→ **What this task involves**:
Your answer should hold the data exactly as given, minus any picture.

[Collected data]
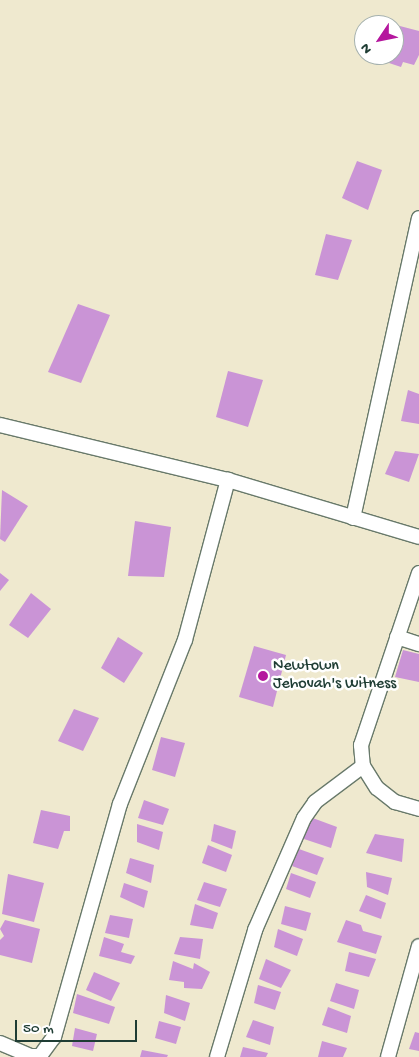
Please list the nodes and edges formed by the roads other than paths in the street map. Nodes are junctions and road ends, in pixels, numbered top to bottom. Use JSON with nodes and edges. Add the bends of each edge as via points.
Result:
{"nodes":[{"id":1,"x":419,"y":218,"type":"edge"},
{"id":2,"x":0,"y":425,"type":"edge"},
{"id":3,"x":228,"y":480,"type":"junction"},
{"id":4,"x":352,"y":518,"type":"junction"},
{"id":5,"x":419,"y":537,"type":"edge"},
{"id":6,"x":419,"y":573,"type":"edge"},
{"id":7,"x":397,"y":637,"type":"junction"},
{"id":8,"x":419,"y":644,"type":"edge"},
{"id":9,"x":363,"y":766,"type":"junction"},
{"id":10,"x":419,"y":809,"type":"edge"},
{"id":11,"x":419,"y":946,"type":"edge"},
{"id":12,"x":0,"y":1043,"type":"edge"},
{"id":13,"x":217,"y":1057,"type":"edge"},
{"id":14,"x":388,"y":1057,"type":"edge"}],
"edges":[{"from":1,"to":4,"type":"street"},
{"from":2,"to":3,"type":"street"},
{"from":3,"to":4,"type":"street"},
{"from":3,"to":12,"type":"street","via":[[185,640],[120,804],[54,1037],[40,1056],[30,1056]]},
{"from":4,"to":5,"type":"street"},
{"from":6,"to":7,"type":"street"},
{"from":7,"to":8,"type":"street"},
{"from":7,"to":9,"type":"street","via":[[361,746]]},
{"from":9,"to":10,"type":"street","via":[[377,788],[395,802]]},
{"from":9,"to":13,"type":"street","via":[[315,802],[304,818],[255,930]]},
{"from":11,"to":14,"type":"street"}]}
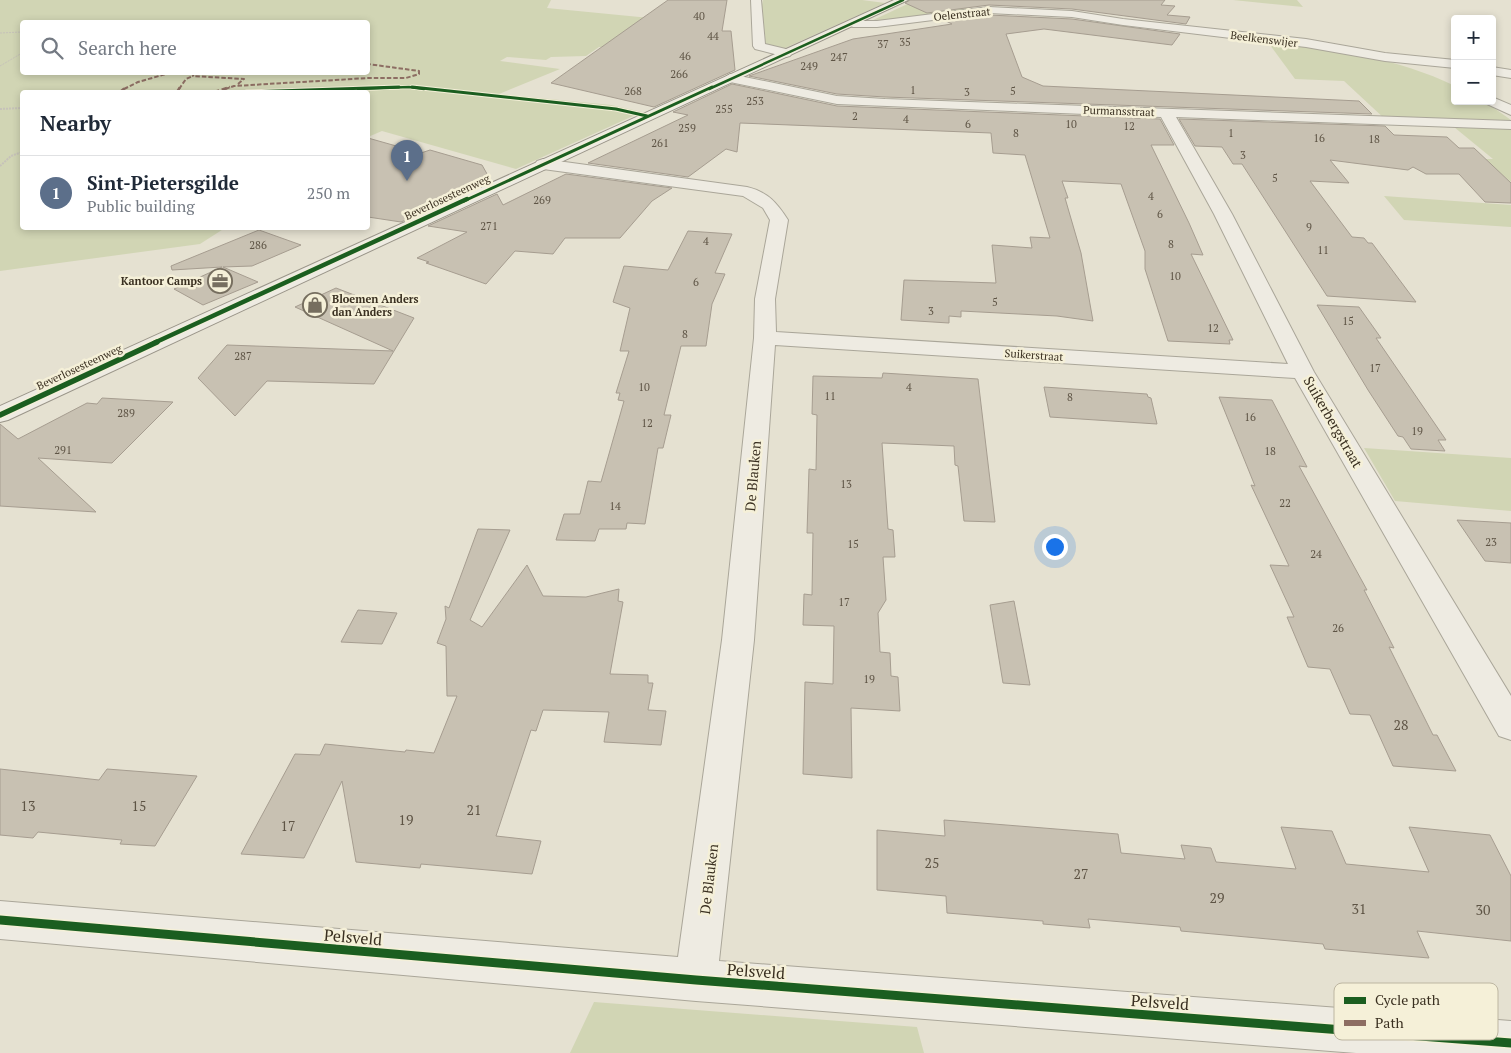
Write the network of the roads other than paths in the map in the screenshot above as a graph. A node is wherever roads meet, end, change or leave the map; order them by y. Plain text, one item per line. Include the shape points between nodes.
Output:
1 (756, 0) edge
2 (903, 0) edge
3 (953, 3) dead end
4 (1092, 5) dead end
5 (989, 10) junction
6 (1072, 14) junction
7 (852, 24) junction
8 (786, 53) junction
9 (1385, 57) junction
10 (1451, 64) edge
11 (1496, 72) edge
12 (1511, 74) edge
13 (1440, 75) dead end
14 (730, 78) junction
15 (1496, 103) edge
16 (1511, 111) edge
17 (1166, 113) junction
18 (1511, 126) edge
19 (543, 164) junction
20 (765, 338) junction
21 (1304, 372) junction
22 (0, 415) edge
23 (1511, 726) edge
24 (0, 920) edge
25 (696, 980) junction
26 (1334, 1029) edge
27 (1472, 1040) edge
28 (1511, 1043) edge

1 - 8 street via 759,46
2 - 7 street, Beverlosesteenweg
3 - 5 street
4 - 6 street, Oelenstraat
5 - 6 street, Oelenstraat
5 - 7 street, Oelenstraat via 890,23
6 - 9 street, Beelkenswijer via 1306,43
7 - 8 street, Beverlosesteenweg
8 - 14 street, Beverlosesteenweg
9 - 10 street, Beelkenswijer
9 - 13 street
11 - 12 street
14 - 17 street, Purmansstraat via 837,100
14 - 19 street, Beverlosesteenweg
15 - 16 street
17 - 18 street, Purmansstraat
17 - 21 street, Suikerbergstraat via 1223,214
19 - 20 street, De Blauken via 729,189 762,198 779,220 765,299
19 - 22 street, Beverlosesteenweg
20 - 21 street, Suikerstraat
20 - 25 street, De Blauken via 738,640
21 - 23 street, Suikerbergstraat
24 - 25 street, Pelsveld
25 - 26 street, Pelsveld
27 - 28 street, Pelsveld

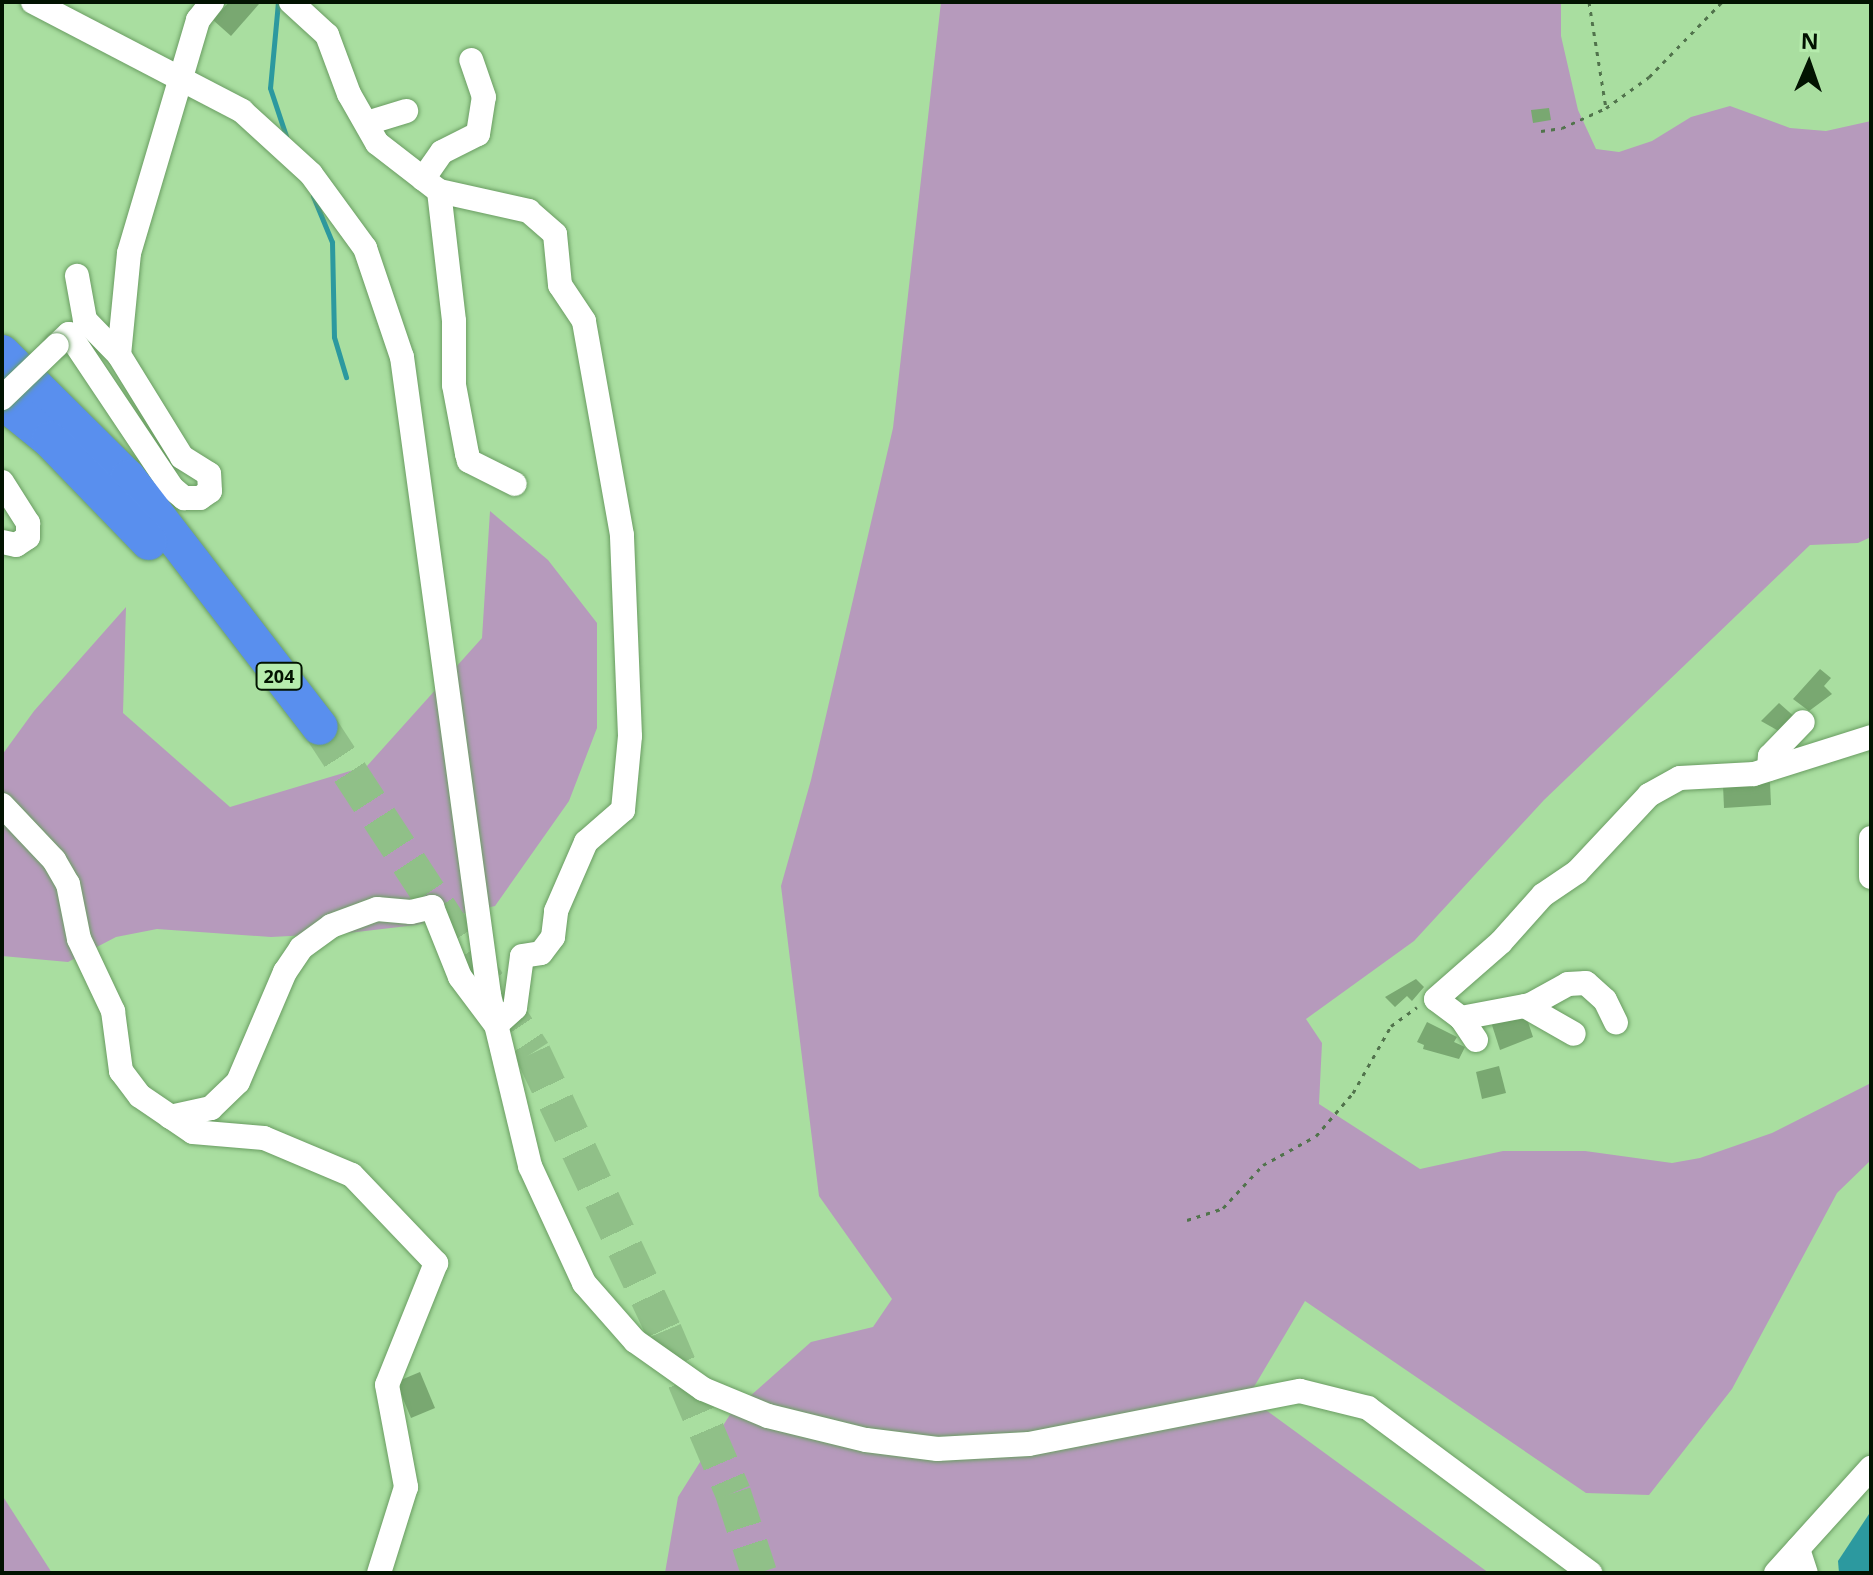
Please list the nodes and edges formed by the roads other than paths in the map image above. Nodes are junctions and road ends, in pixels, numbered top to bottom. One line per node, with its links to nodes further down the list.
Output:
1 (33, 2): 5 (street)
2 (212, 2): 5 (street)
3 (291, 2): 8 (street)
4 (471, 60): 9 (street)
5 (183, 76): 13 (street); 29 (street)
6 (500, 104): 9 (street)
7 (406, 111): 8 (street)
8 (367, 123): 10 (street)
9 (478, 134): 10 (street)
10 (431, 185): 16 (street); 29 (street)
11 (77, 276): 13 (street)
12 (2, 353): 18 (highway)
13 (119, 355): 14 (street, bridge)
14 (2, 400): 18 (highway)
15 (2, 482): 17 (street)
16 (515, 484)
17 (2, 542)
18 (238, 624): 20 (highway, 204)
19 (1803, 722): 22 (street)
20 (320, 727)
21 (1871, 737): 22 (street)
22 (1769, 769): 27 (street)
23 (2, 805): 32 (street)
24 (1871, 838): 25 (street)
25 (1871, 877)
26 (1525, 1006): 27 (street); 28 (street); 30 (street)
27 (1461, 1018): 31 (street)
28 (1616, 1023)
29 (496, 1025): 32 (street); 36 (street)
30 (1574, 1034)
31 (1476, 1040)
32 (170, 1117): 35 (street)
33 (1871, 1468): 34 (street)
34 (1798, 1549): 37 (street); 38 (street)
35 (379, 1573)
36 (1590, 1573)
37 (1776, 1573)
38 (1806, 1573)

→ **Response**:
Please list the nodes and edges formed by the roads other than paths in the street map. Nodes are junctions and road ends, in pixels, numbered top to bottom. Use JSON with nodes and edges. Add the bends of each edge as via points.
Result:
{"nodes":[{"id":1,"x":419,"y":218,"type":"edge"},
{"id":2,"x":0,"y":425,"type":"edge"},
{"id":3,"x":228,"y":480,"type":"junction"},
{"id":4,"x":352,"y":518,"type":"junction"},
{"id":5,"x":419,"y":537,"type":"edge"},
{"id":6,"x":419,"y":573,"type":"edge"},
{"id":7,"x":397,"y":637,"type":"junction"},
{"id":8,"x":419,"y":644,"type":"edge"},
{"id":9,"x":363,"y":766,"type":"junction"},
{"id":10,"x":419,"y":809,"type":"edge"},
{"id":11,"x":419,"y":946,"type":"edge"},
{"id":12,"x":0,"y":1043,"type":"edge"},
{"id":13,"x":217,"y":1057,"type":"edge"},
{"id":14,"x":388,"y":1057,"type":"edge"}],
"edges":[{"from":1,"to":4,"type":"street"},
{"from":2,"to":3,"type":"street"},
{"from":3,"to":4,"type":"street"},
{"from":3,"to":12,"type":"street","via":[[185,640],[120,804],[54,1037],[40,1056],[30,1056]]},
{"from":4,"to":5,"type":"street"},
{"from":6,"to":7,"type":"street"},
{"from":7,"to":8,"type":"street"},
{"from":7,"to":9,"type":"street","via":[[361,746]]},
{"from":9,"to":10,"type":"street","via":[[377,788],[395,802]]},
{"from":9,"to":13,"type":"street","via":[[315,802],[304,818],[255,930]]},
{"from":11,"to":14,"type":"street"}]}
Write the network of the roads other than paths in the map in the screenshot above as a graph. A node is wherever roads meet, end, change or leave the map; order them by y. Plain text, one item per line. Include the shape points between nodes.
Output:
1 (756, 0) edge
2 (903, 0) edge
3 (953, 3) dead end
4 (1092, 5) dead end
5 (989, 10) junction
6 (1072, 14) junction
7 (852, 24) junction
8 (786, 53) junction
9 (1385, 57) junction
10 (1451, 64) edge
11 (1496, 72) edge
12 (1511, 74) edge
13 (1440, 75) dead end
14 (730, 78) junction
15 (1496, 103) edge
16 (1511, 111) edge
17 (1166, 113) junction
18 (1511, 126) edge
19 (543, 164) junction
20 (765, 338) junction
21 (1304, 372) junction
22 (0, 415) edge
23 (1511, 726) edge
24 (0, 920) edge
25 (696, 980) junction
26 (1334, 1029) edge
27 (1472, 1040) edge
28 (1511, 1043) edge

1 - 8 street via 759,46
2 - 7 street, Beverlosesteenweg
3 - 5 street
4 - 6 street, Oelenstraat
5 - 6 street, Oelenstraat
5 - 7 street, Oelenstraat via 890,23
6 - 9 street, Beelkenswijer via 1306,43
7 - 8 street, Beverlosesteenweg
8 - 14 street, Beverlosesteenweg
9 - 10 street, Beelkenswijer
9 - 13 street
11 - 12 street
14 - 17 street, Purmansstraat via 837,100
14 - 19 street, Beverlosesteenweg
15 - 16 street
17 - 18 street, Purmansstraat
17 - 21 street, Suikerbergstraat via 1223,214
19 - 20 street, De Blauken via 729,189 762,198 779,220 765,299
19 - 22 street, Beverlosesteenweg
20 - 21 street, Suikerstraat
20 - 25 street, De Blauken via 738,640
21 - 23 street, Suikerbergstraat
24 - 25 street, Pelsveld
25 - 26 street, Pelsveld
27 - 28 street, Pelsveld

Please list the nodes and edges formed by the roads other than paths in the map image above. Nodes are junctions and road ends, in pixels, numbered top to bottom. One line per node, with its links to nodes further down the list.
Output:
1 (33, 2): 5 (street)
2 (212, 2): 5 (street)
3 (291, 2): 8 (street)
4 (471, 60): 9 (street)
5 (183, 76): 13 (street); 29 (street)
6 (500, 104): 9 (street)
7 (406, 111): 8 (street)
8 (367, 123): 10 (street)
9 (478, 134): 10 (street)
10 (431, 185): 16 (street); 29 (street)
11 (77, 276): 13 (street)
12 (2, 353): 18 (highway)
13 (119, 355): 14 (street, bridge)
14 (2, 400): 18 (highway)
15 (2, 482): 17 (street)
16 (515, 484)
17 (2, 542)
18 (238, 624): 20 (highway, 204)
19 (1803, 722): 22 (street)
20 (320, 727)
21 (1871, 737): 22 (street)
22 (1769, 769): 27 (street)
23 (2, 805): 32 (street)
24 (1871, 838): 25 (street)
25 (1871, 877)
26 (1525, 1006): 27 (street); 28 (street); 30 (street)
27 (1461, 1018): 31 (street)
28 (1616, 1023)
29 (496, 1025): 32 (street); 36 (street)
30 (1574, 1034)
31 (1476, 1040)
32 (170, 1117): 35 (street)
33 (1871, 1468): 34 (street)
34 (1798, 1549): 37 (street); 38 (street)
35 (379, 1573)
36 (1590, 1573)
37 (1776, 1573)
38 (1806, 1573)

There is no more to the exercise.